• Required action:
Return the entries exactly. Images are not part of the copy.

(Input for this task begins)

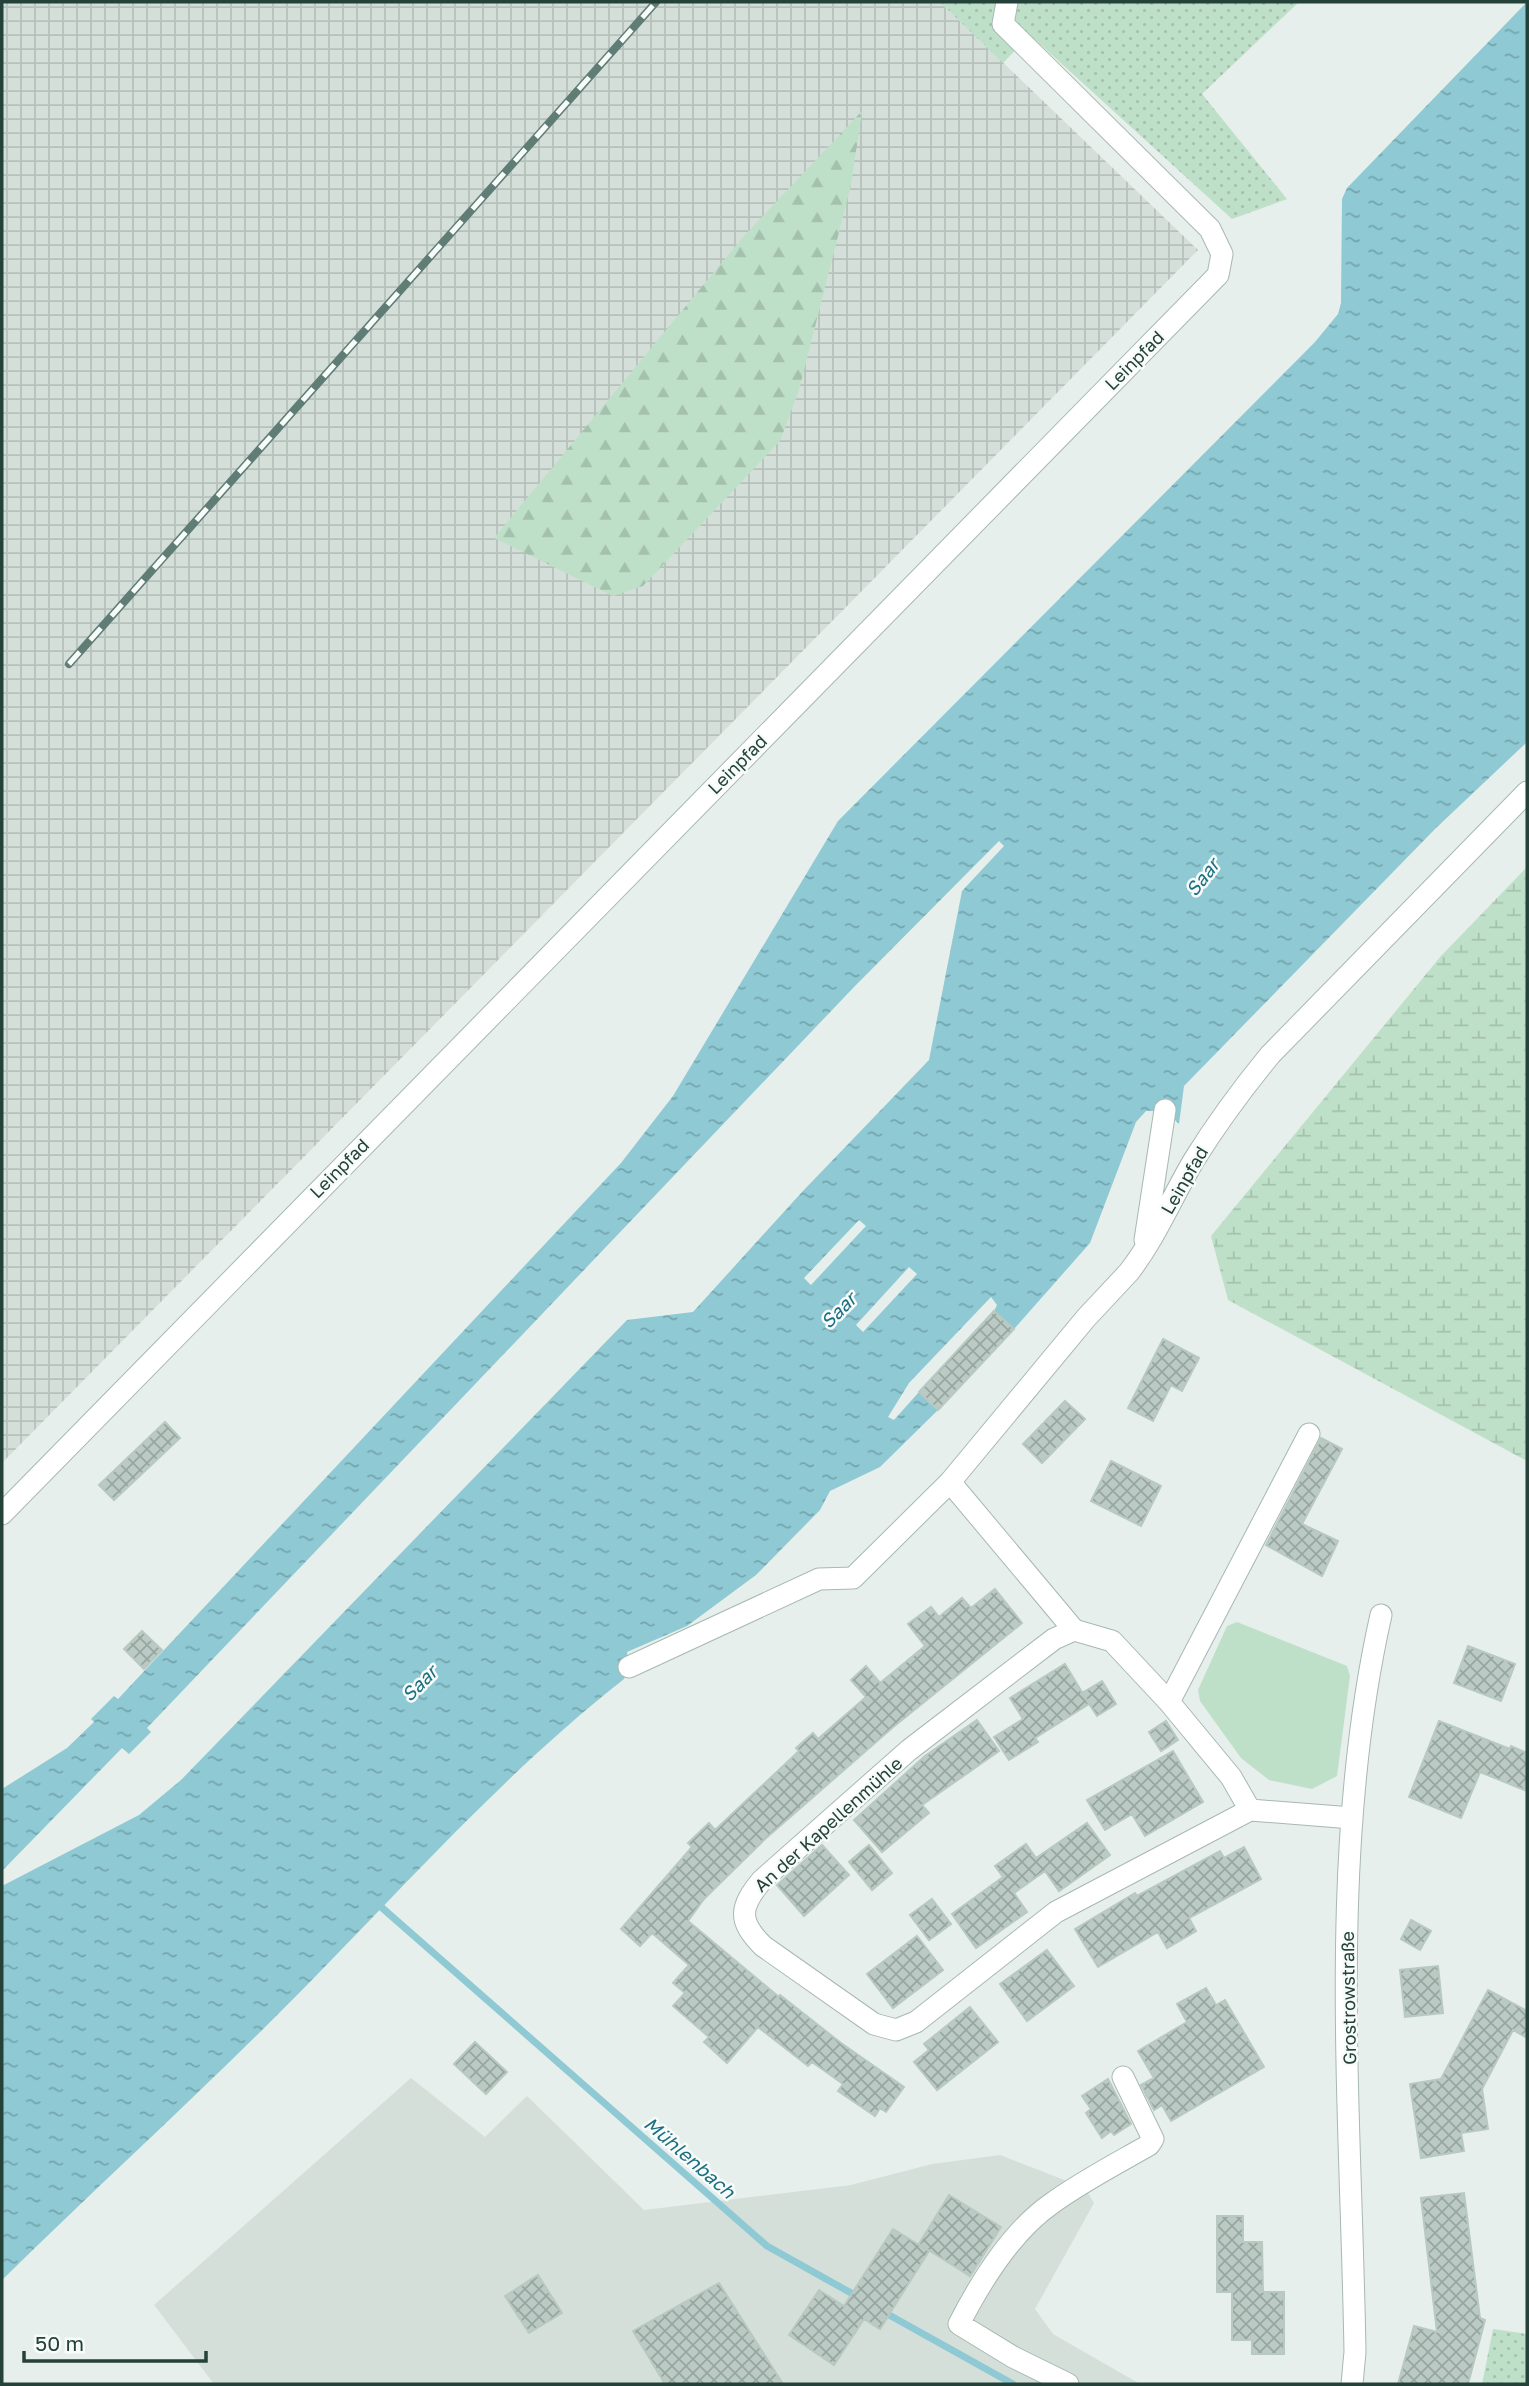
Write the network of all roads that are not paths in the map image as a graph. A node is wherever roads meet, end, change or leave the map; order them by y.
1 (1007, 2) edge
2 (1527, 792) edge
3 (1165, 1110) dead end
4 (1143, 1253) junction
5 (1309, 1434) dead end
6 (950, 1482) junction
7 (2, 1514) edge
8 (1381, 1615) dead end
9 (1074, 1629) junction
10 (629, 1667) dead end
11 (1169, 1702) junction
12 (1250, 1810) junction
13 (1352, 1818) junction
14 (1122, 2077) dead end
15 (1068, 2384) edge
16 (1352, 2384) edge

1 - 7 street, Leinpfad
2 - 4 street, Leinpfad
3 - 4 street
4 - 6 street, Leinpfad
5 - 11 street
6 - 9 street
6 - 10 street, Leinpfad
8 - 13 street, Grostrowstraße
9 - 11 street
9 - 12 street, An der Kapellenmühle
11 - 12 street
12 - 13 street
13 - 16 street, Grostrowstraße
14 - 15 street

(Input for this task ends)

• The answer:
Write the network of all roads that are not paths in the map image as a graph. A node is wherever roads meet, end, change or leave the map; order them by y.
1 (1007, 2) edge
2 (1527, 792) edge
3 (1165, 1110) dead end
4 (1143, 1253) junction
5 (1309, 1434) dead end
6 (950, 1482) junction
7 (2, 1514) edge
8 (1381, 1615) dead end
9 (1074, 1629) junction
10 (629, 1667) dead end
11 (1169, 1702) junction
12 (1250, 1810) junction
13 (1352, 1818) junction
14 (1122, 2077) dead end
15 (1068, 2384) edge
16 (1352, 2384) edge

1 - 7 street, Leinpfad
2 - 4 street, Leinpfad
3 - 4 street
4 - 6 street, Leinpfad
5 - 11 street
6 - 9 street
6 - 10 street, Leinpfad
8 - 13 street, Grostrowstraße
9 - 11 street
9 - 12 street, An der Kapellenmühle
11 - 12 street
12 - 13 street
13 - 16 street, Grostrowstraße
14 - 15 street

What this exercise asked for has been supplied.